--- Instructions for the task ---
From the entries that follow, gather each line holding the word "name".

--- Information ---
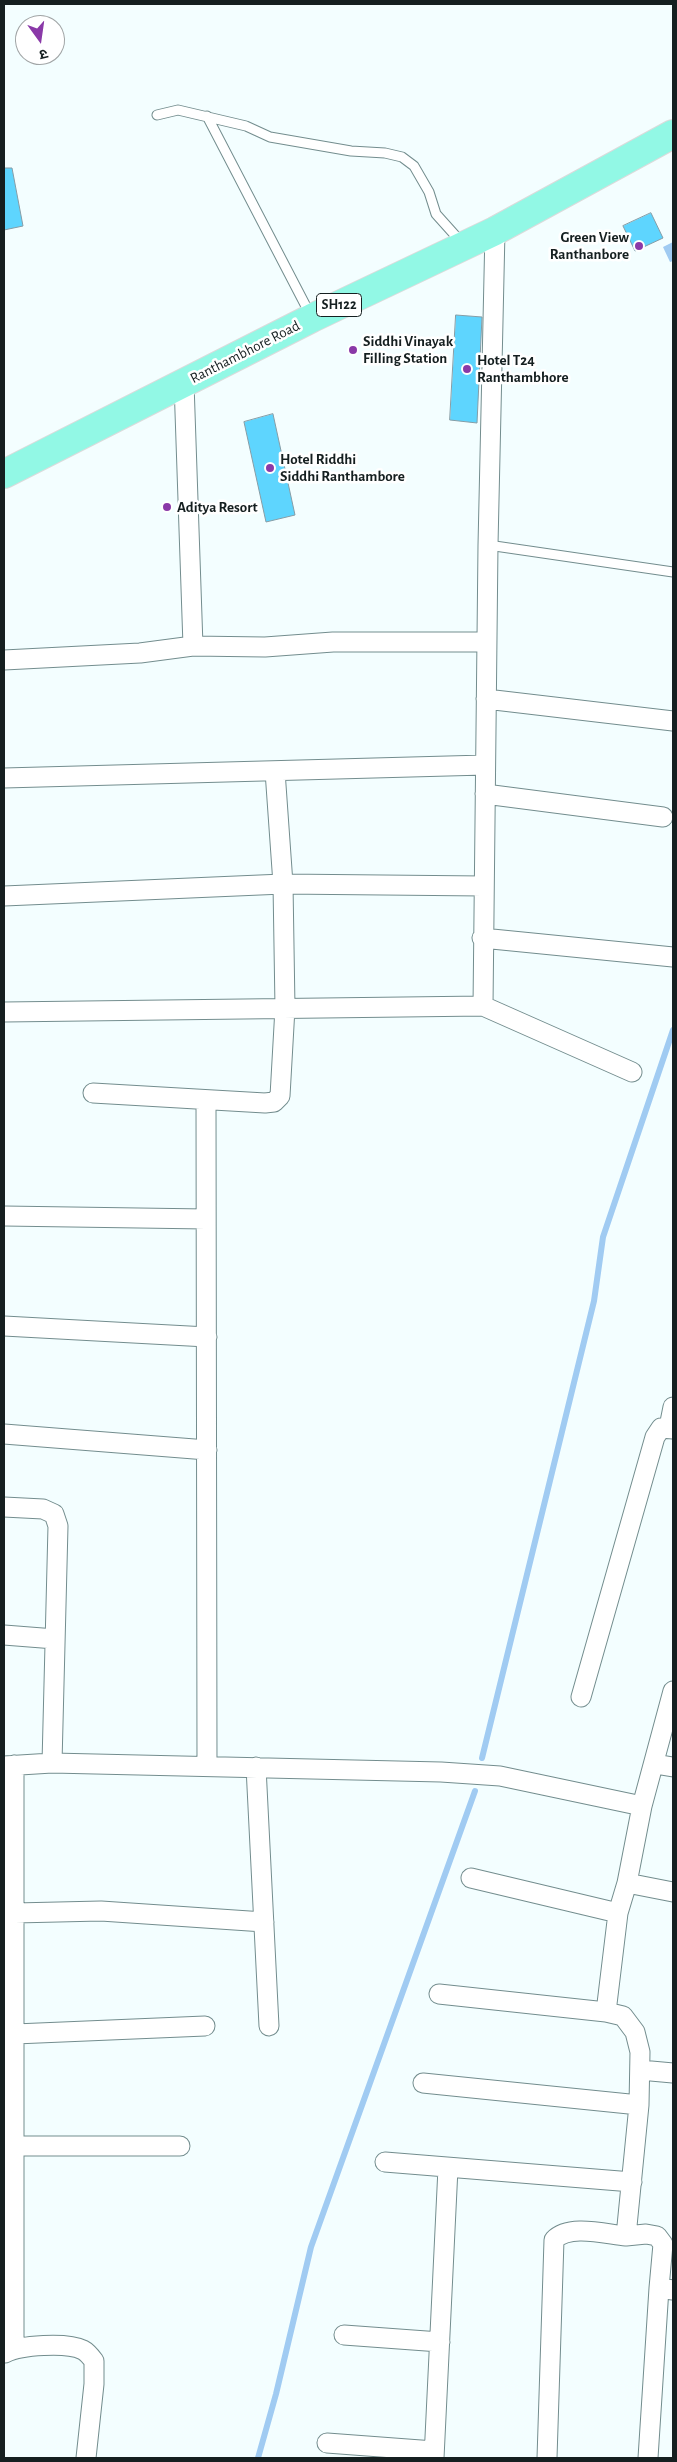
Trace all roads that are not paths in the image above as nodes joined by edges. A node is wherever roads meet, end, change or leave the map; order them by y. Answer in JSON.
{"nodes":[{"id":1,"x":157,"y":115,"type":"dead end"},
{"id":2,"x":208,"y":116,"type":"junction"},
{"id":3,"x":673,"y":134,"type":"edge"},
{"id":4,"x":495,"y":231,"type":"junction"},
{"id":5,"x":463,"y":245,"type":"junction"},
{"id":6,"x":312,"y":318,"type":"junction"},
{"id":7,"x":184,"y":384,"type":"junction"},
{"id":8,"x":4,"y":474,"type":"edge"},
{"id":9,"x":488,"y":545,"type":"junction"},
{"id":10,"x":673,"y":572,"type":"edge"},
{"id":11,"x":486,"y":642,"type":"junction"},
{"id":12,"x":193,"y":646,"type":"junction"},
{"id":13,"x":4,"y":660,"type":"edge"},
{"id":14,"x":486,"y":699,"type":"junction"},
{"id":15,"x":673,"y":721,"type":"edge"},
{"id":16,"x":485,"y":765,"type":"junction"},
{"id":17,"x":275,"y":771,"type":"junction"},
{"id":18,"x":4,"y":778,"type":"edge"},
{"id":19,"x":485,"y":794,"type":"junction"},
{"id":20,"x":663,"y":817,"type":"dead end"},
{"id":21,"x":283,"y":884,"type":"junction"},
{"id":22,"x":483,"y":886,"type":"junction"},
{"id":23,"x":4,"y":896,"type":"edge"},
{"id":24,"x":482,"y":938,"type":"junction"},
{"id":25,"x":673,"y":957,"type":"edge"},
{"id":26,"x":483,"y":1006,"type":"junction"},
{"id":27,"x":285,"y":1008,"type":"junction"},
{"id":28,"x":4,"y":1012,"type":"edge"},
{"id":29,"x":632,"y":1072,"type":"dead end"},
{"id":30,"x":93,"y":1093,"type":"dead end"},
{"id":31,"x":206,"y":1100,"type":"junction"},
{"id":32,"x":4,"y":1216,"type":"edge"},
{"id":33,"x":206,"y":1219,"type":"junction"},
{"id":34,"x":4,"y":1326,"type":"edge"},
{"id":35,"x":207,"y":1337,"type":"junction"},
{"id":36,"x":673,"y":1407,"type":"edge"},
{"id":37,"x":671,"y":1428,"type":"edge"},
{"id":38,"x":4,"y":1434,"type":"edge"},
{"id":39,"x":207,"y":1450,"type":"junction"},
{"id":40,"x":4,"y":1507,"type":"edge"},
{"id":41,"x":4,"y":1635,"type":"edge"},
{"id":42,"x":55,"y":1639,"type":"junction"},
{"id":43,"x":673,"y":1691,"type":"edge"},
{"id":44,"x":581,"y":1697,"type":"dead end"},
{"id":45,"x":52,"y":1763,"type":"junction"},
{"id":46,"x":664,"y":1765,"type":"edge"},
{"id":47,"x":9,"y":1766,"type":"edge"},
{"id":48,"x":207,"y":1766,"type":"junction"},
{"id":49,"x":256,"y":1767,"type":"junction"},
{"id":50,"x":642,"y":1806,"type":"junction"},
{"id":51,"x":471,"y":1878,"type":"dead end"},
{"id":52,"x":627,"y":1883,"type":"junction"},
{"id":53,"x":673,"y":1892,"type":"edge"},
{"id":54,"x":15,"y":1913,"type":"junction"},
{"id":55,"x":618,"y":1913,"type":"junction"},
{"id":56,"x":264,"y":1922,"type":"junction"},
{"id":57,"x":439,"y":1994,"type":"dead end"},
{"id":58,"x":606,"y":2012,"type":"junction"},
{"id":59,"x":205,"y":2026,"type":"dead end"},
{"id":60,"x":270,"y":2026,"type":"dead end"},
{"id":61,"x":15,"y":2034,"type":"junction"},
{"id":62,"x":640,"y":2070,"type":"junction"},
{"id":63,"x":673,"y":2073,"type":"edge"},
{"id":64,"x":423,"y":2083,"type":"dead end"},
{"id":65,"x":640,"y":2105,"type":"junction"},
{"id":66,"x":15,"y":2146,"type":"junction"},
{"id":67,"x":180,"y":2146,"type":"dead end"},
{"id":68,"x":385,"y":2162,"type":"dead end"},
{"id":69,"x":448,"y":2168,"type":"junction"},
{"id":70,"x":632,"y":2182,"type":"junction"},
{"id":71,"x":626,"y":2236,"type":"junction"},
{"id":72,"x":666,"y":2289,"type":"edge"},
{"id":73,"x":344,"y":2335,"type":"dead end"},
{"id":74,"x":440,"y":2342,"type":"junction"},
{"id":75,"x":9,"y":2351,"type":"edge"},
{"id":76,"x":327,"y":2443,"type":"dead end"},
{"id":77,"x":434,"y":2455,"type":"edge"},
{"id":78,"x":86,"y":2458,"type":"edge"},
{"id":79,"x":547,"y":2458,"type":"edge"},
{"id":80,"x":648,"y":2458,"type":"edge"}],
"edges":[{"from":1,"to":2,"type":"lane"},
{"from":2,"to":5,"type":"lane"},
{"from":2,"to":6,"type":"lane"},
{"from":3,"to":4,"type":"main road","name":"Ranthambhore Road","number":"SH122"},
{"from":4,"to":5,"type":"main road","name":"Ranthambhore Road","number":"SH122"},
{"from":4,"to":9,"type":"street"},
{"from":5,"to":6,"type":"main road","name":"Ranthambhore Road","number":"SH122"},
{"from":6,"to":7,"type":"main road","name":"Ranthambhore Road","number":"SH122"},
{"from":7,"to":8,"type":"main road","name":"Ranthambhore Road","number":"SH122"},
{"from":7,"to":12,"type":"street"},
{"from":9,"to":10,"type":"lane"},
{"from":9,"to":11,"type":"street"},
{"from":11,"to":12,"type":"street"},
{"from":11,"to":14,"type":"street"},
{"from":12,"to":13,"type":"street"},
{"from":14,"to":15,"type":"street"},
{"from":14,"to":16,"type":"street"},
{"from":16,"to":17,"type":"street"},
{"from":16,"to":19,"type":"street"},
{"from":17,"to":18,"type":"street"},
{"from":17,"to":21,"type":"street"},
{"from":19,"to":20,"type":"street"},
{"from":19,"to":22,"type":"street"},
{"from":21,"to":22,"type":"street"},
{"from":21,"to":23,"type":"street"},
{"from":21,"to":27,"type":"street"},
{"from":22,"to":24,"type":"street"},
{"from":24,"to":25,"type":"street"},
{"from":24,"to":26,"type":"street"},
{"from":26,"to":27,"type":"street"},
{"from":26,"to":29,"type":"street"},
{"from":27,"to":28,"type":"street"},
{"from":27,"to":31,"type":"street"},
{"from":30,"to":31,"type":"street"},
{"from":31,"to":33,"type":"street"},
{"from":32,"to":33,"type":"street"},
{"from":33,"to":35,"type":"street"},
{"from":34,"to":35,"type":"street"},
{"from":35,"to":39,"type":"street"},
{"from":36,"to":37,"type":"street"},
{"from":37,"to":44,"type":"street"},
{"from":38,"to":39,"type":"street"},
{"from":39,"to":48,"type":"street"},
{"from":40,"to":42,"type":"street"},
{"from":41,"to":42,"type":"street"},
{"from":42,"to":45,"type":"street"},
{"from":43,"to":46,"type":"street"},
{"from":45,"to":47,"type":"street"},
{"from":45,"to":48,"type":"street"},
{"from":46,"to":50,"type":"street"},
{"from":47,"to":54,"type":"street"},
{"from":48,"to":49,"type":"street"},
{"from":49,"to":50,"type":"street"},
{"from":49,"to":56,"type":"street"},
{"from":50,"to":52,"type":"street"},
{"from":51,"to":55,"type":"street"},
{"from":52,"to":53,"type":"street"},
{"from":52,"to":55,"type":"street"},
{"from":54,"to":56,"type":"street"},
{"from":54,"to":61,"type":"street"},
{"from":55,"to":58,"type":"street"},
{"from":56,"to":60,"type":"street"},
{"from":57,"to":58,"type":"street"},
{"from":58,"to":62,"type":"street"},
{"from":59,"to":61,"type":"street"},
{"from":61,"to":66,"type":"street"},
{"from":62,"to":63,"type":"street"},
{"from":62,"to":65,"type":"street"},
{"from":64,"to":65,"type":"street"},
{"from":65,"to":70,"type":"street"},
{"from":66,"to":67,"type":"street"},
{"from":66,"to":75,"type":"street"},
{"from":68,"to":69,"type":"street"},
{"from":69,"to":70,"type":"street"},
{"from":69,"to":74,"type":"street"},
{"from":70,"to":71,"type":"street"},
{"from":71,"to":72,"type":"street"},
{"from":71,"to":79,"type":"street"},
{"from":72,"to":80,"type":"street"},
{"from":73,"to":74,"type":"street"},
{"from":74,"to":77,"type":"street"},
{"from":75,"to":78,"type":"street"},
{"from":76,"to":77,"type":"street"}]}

--- Finished exercise ---
{"from":3,"to":4,"type":"main road","name":"Ranthambhore Road","number":"SH122"},
{"from":4,"to":5,"type":"main road","name":"Ranthambhore Road","number":"SH122"},
{"from":5,"to":6,"type":"main road","name":"Ranthambhore Road","number":"SH122"},
{"from":6,"to":7,"type":"main road","name":"Ranthambhore Road","number":"SH122"},
{"from":7,"to":8,"type":"main road","name":"Ranthambhore Road","number":"SH122"},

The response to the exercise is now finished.